Un calendrier plus dense

À force de passer les tours en Coupe de France, Rodez pourrait être confronté à un calendrier surchargé. Jusqu’à présent cela n’a pas été un vrai problème, puisque les rencontres ont eu lieu le week-end. Au contraire, le fait de se retrouver en 16es de finale a permis de garder le rythme d’au moins un match par semaine depuis le début de la saison, en dehors des trêves internationales. Mais si l’aventure se poursuit, la donne sera différente. À partir des 8es et jusqu’aux demi-finales, les rencontres sont programmées en semaine.

De la perte d’énergie

Une qualification en 8es, qui serait la troisième dans l’histoire du club après 1991 et 2009, pourrait donc avoir des conséquences sur le plan physique. Une éventuelle surcharge du calendrier impliquerait des efforts supplémentaires et de la récupération en moins par rapport aux concurrents en championnat. Car en dehors du Raf, seulement trois clubs de la seconde partie du classement de Ligue 2 sont encore en lice : Annecy, Pau et Niort. D’ailleurs, un éventuel 8e de finale aurait lieu seulement trois ou quatre jours avant la réception de Nîmes (le 11 février), l’actuelle lanterne rouge. Et même chose pour un hypothétique quart de finale, qui précéderait du même délai le déplacement à Niort (le 4 mars), un autre relégable. Autant dire deux rencontres qui s’annoncent capitales lors de la phase retour…

"Cela peut bouffer le championnat", a reconnu Didier Santini, l’entraîneur de Rodez, en prenant l’exemple des Herbiers, finalistes de la Coupe de France en 2018 et qui n’avaient pas réussi à se sauver en National cette saison-là. "Il faut être hyper rigoureux, savoir quelle est la priorité", a prévenu le coach.

Un risque de dispersion

La fatigue n’est pas seulement physique, elle est aussi mentale. En accumulant les rendez-vous et en proposant des affiches de prestige, la coupe peut aussi lessiver les cerveaux. "On se demande si les mecs ne se sont pas crus sauvés après Monaco", a lancé Didier Santini, car l’exploit en principauté (2-2, 5-4 tab) a été suivi par deux prestations moins abouties en championnat, contre Niort (1-1) et Laval (1-3). "Il faut toujours recadrer, remettre en question, vivre le jour présent", a-t-il ajouté.

Atout

Relancer des joueurs

Rodez n’a peut-être jamais été aussi bien armé que cette saison pour mener de fronts deux combats. Même si un long parcours en coupe est coûteux en énergie, le staff peut néanmoins s’appuyer sur un effectif plus étoffé que jamais.
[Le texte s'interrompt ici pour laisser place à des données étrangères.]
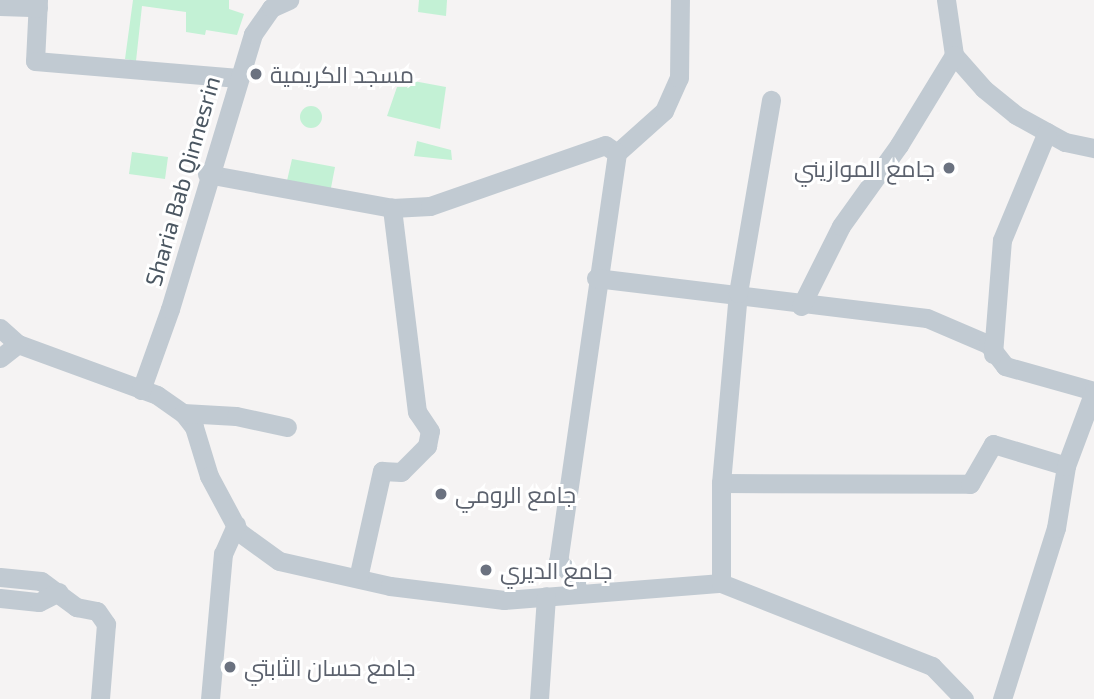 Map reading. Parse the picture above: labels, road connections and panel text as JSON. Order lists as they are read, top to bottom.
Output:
{
  "streets": {
    "street": ["Sharia Bab Qinnesrin"]
  },
  "places": [
    "مسجد الكريمية",
    "جامع الموازيني",
    "جامع الرومي",
    "جامع الديري",
    "جامع حسان الثابتي"
  ]
}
Pour preuve, Didier Santini a procédé à neuf changements entre la qualification à Monaco et la réception de Niort trois jours plus tard, en championnat.

Avec un turn-over important, la coupe peut relancer des joueurs peu ou pas utilisés en championnat. Le meilleur exemple est Sébastien Cibois, relégué gardien remplaçant après un début de saison délicat, et dont la confiance a grimpé en flèche grâce à ses prestations décisives contre Saint-Etienne (0-0, 4-3 tab) et Monaco. Dans une autre mesure, Aymen Abdennour et Willity Younoussa, de retour d’une longue blessure, ont profité du déplacement en principauté pour retrouver le onze de départ, tandis qu’Antoine Valerio et Andy Pembélé, habituellement remplaçants, ont accumulé du temps de jeu dans cette compétition. "Cela tire tout le monde vers le haut et permet de garder le groupe concerné", appuie Didier Santini.
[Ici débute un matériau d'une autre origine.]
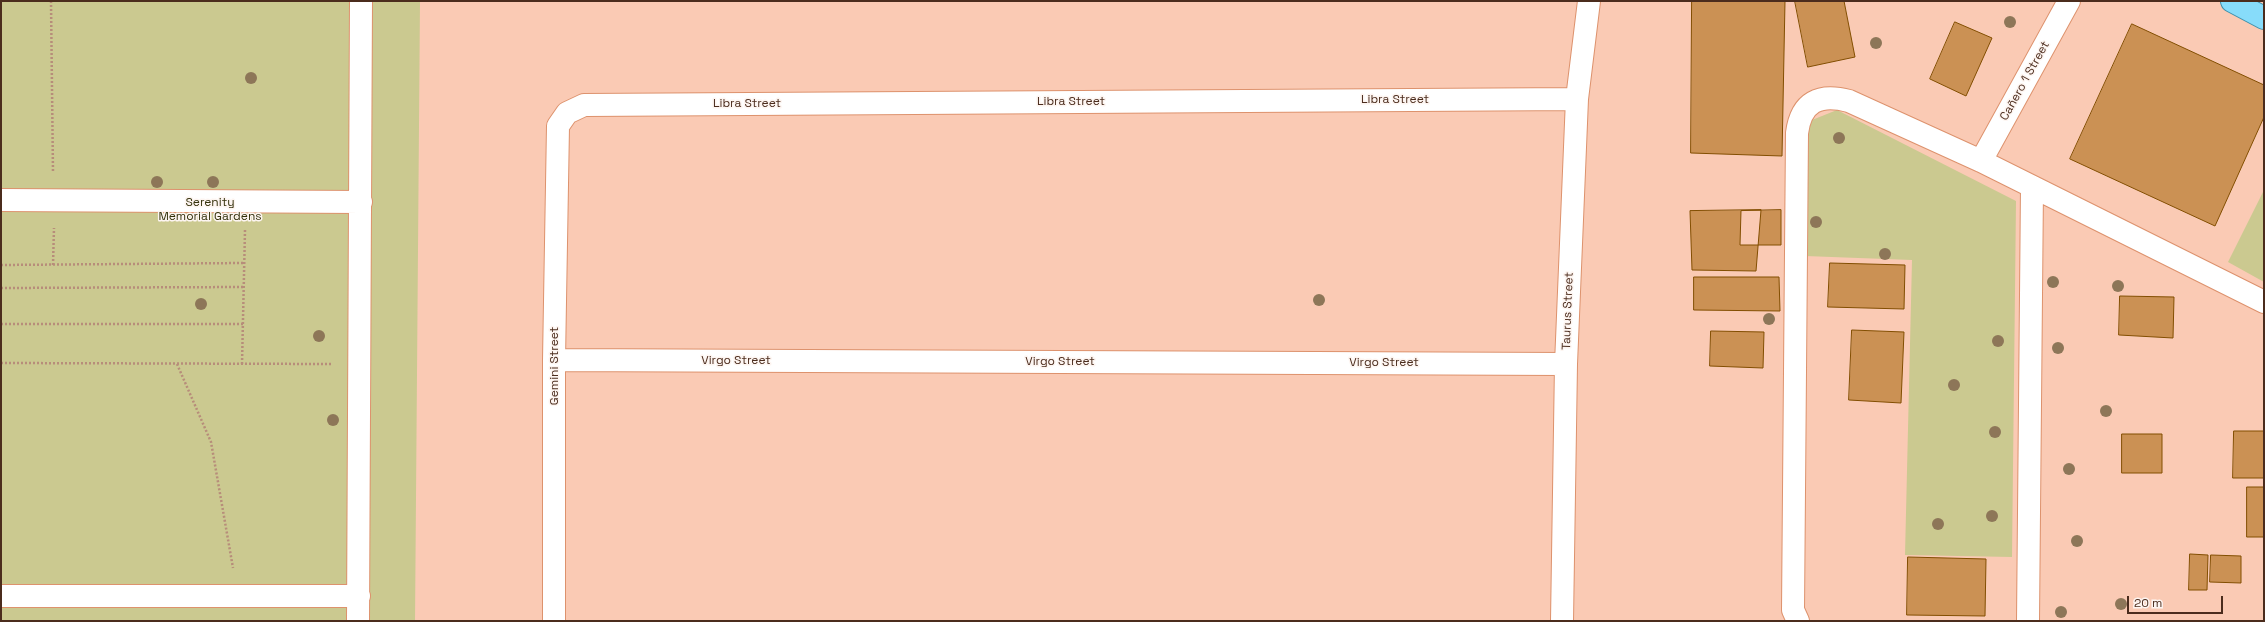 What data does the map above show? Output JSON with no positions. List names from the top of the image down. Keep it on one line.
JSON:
{"streets":{"street":["Cañero 1 Street","Libra Street","Taurus Street","Virgo Street","Gemini Street"]},"crossings":[["Libra Street","Taurus Street"],["Libra Street","Gemini Street"],["Taurus Street","Virgo Street"],["Virgo Street","Gemini Street"]],"parks":["Serenity Memorial Gardens"],"scale_bar":"20 m"} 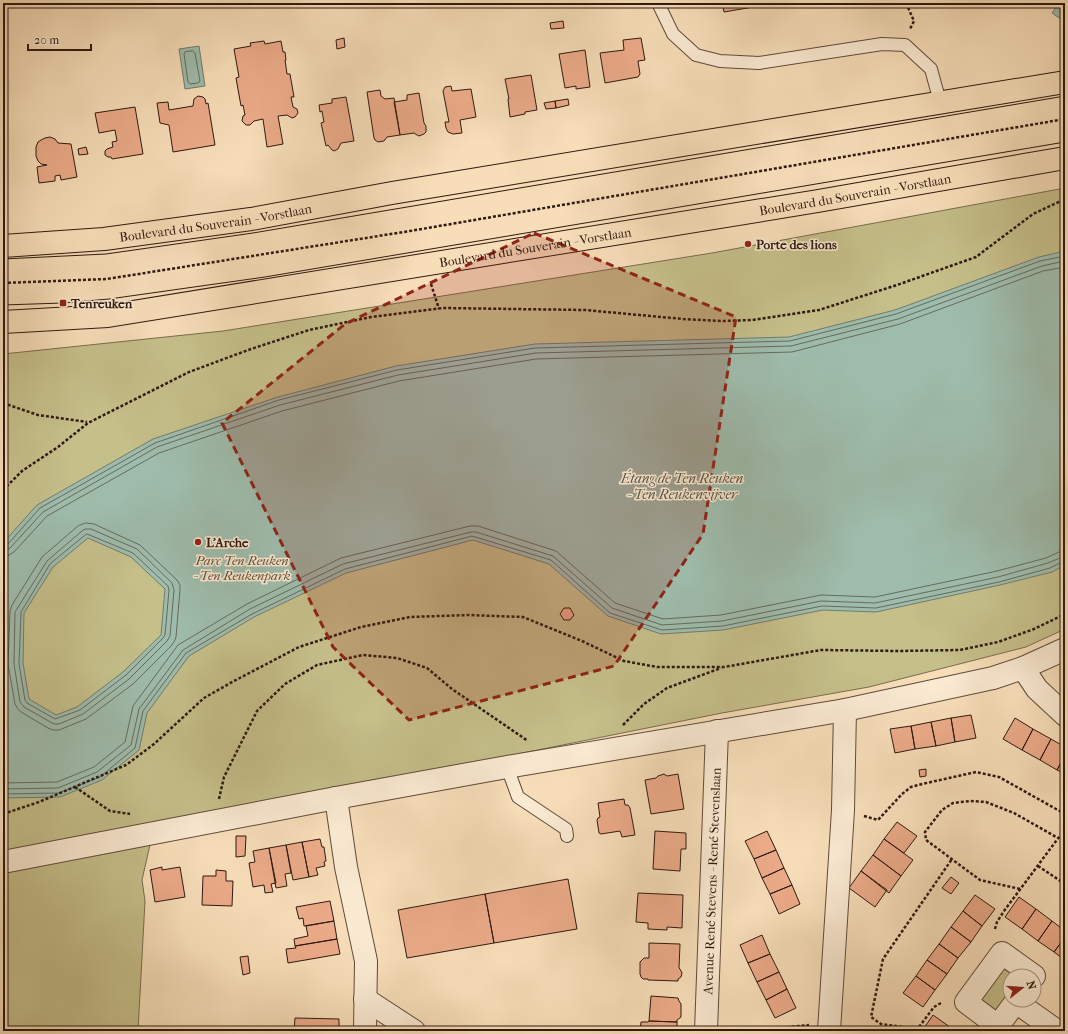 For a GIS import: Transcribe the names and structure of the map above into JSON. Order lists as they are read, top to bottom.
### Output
{
  "streets": {
    "main road": ["Boulevard du Souverain - Vorstlaan"],
    "street": ["Avenue René Stevens - René Stevenslaan"]
  },
  "water": ["Étang de Ten Reuken - Ten Reukenvijver"],
  "parks": ["Parc Ten Reuken - Ten Reukenpark"],
  "places": {
    "other": ["Porte des lions", "L'Arche"],
    "transit": ["Tenreuken"]
  },
  "scale_bar": "20 m",
  "north": "right"
}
Insuffler une dynamique positive

En dehors de certains destins individuels, la coupe peut aussi améliorer la trajectoire collective. Ce qui est dépensé en énergie peut être rattrapé en confiance au fil des qualifications. Surtout pour un club en lutte pour le maintien, qui peut retrouver l’habitude de la victoire.

Ce cas a d’ailleurs été vécu par le Raf lors de sa dernière épopée, en 2009. L’exploit contre le Paris Saint-Germain (3-1 ap) est intervenu au milieu d’une série de six victoires consécutives en National qui avait permis aux hommes de Franck Rizzetto de s’éloigner définitivement de la zone rouge.

Fédérer le public

Avec le souvenir des émotions fortes vécues dans cette compétition (demi-finale en 1991, quart de finale en 2009), une potentielle longue aventure en Coupe de France est susceptible de raviver la flamme entre le Raf et ses supporters. Le meilleur moyen serait de passer au moins un tour supplémentaire et d’espérer que le tirage au sort accouche d’une affiche de prestige à Paul-Lignon. Raviver l’élan populaire serait certainement bénéfique dans l’ordinaire du championnat, surtout pour une formation qui n’a remporté qu’un seul match à domicile cette saison.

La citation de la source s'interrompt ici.